The treatment landscape for PNH is rapidly evolving. Clinicians have more effective and convenient treatment options for patients that have helped control the disease and improve survival. The first agent for patients with PNH was eculizumab (Soliris), a humanized monoclonal antibody targeting the terminal complement of C5, which the FDA approved in 2007. Updated data presented at the 63rd American Society of Hematology Annual Meeting and Exposition in 2021 showed that treatment with eculizumab for patients with PNH led to an improvement in survival in addition to controlling hemolysis.1
The next agent approved by the FDA for patients with PNH was ravulizumab (Ultomiris) in 2018. The approval of ravulizumab, a long-acting C5 complement inhibitor given every 8 weeks, was based on findings from 2 studies. In the open-label phase 3 ALXN1210PNH-301 study (NCT02946463), investigators compared the safety and efficacy of ravulizumab with that of eculizumab in complement inhibitor– naïve adult patients with PNH.2 In the phase 3 ALXN1210-PNH-302 study (NCT03056040), investigators compared treatment with ravulizumab vs eculizumab in patients with PNH previously treated with eculizumab.3 Both trials showed that ravulizumab given every 8 weeks was noninferior to standard therapy in terms of clinical end points, including transfusion avoidance, lactate dehydrogenase (LDH) normalization, change in FACIT-Fatigue score, breakthrough hemolysis, and stabilized hemoglobin.
The most recent agent for patients with PNH to receive FDA approval was pegcetacoplan (Empaveli) in 2021. Pegcetacoplan is a C3 inhibitor with the potential to inhibit both intra- and extravascular hemolysis. The approval was based on data from the phase 3 PRINCE trial (NCT04085601) that were presented during the European Society for Blood and Marrow Transplantation’s annual meeting.4
Findings from PRINCE showed that patients with PNH who were naïve to complement inhibitor treatment displayed meaningful hematologic and clinical improvements through 26 weeks of pegcetacoplan treatment as demonstrated by improved hemoglobin levels. Avoidance of greater than 1-g/dL decrease from baseline was 85.7% with pegcetacoplan vs 0% in the standard-of-care control arm (P < .0001). Additionally, hemoglobin levels that were at least sex-specific lower limit of normal were 45.7% vs 0%, respectively (P = .0010), and change from baseline in LDH levels at week 26 were –1870.5 U/L vs –400.1 /LU, respectively (P < .0001).

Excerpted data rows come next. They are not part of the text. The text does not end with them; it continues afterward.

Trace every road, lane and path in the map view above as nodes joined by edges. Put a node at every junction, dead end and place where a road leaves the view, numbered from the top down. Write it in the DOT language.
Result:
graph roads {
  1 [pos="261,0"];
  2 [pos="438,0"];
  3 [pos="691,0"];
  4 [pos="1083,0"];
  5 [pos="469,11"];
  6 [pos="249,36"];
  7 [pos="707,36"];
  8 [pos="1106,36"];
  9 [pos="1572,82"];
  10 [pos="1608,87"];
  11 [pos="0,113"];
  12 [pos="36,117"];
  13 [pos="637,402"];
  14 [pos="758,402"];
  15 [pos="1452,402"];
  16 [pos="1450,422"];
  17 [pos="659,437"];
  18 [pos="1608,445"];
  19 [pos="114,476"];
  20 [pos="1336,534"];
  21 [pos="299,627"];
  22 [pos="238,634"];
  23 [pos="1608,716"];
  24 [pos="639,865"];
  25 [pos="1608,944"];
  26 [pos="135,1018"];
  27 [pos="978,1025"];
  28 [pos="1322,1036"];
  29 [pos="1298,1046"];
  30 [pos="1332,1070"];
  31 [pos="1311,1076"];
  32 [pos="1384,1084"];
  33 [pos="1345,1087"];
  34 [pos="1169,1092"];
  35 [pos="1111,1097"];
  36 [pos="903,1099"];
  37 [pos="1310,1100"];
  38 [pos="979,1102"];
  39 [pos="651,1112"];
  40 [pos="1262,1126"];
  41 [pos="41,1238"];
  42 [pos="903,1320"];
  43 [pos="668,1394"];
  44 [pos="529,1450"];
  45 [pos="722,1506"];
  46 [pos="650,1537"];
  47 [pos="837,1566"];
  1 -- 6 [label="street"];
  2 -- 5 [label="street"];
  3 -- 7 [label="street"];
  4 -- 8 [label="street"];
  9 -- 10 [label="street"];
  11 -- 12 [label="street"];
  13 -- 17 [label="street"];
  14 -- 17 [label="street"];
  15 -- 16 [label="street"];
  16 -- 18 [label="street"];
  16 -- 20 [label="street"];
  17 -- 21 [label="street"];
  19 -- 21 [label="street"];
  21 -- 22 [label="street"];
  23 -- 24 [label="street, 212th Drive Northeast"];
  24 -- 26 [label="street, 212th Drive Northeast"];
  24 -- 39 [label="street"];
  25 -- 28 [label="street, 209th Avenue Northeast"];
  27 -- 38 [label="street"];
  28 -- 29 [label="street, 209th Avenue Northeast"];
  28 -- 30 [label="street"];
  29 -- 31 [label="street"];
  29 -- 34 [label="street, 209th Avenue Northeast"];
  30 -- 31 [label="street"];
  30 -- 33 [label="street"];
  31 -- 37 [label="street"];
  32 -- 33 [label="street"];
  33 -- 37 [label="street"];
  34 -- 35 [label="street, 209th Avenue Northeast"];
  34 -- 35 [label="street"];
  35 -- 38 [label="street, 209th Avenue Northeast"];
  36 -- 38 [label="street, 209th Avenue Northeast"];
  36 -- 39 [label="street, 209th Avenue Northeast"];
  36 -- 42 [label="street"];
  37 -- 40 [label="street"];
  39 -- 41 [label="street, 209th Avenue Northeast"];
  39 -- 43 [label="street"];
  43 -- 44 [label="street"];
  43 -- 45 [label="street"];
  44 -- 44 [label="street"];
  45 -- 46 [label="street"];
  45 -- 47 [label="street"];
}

There are currently trials involving iptacopan, an oral complement factor B inhibitor, and pozelimab, another monoclonal antibody targeting C5, both of which are displaying efficacy and a tolerable safety profiles in phase 2 trials.5,6
Overall, we have come a long way in addressing this rare and serious condition and are still making inroads in treatments to better help patients with PNH.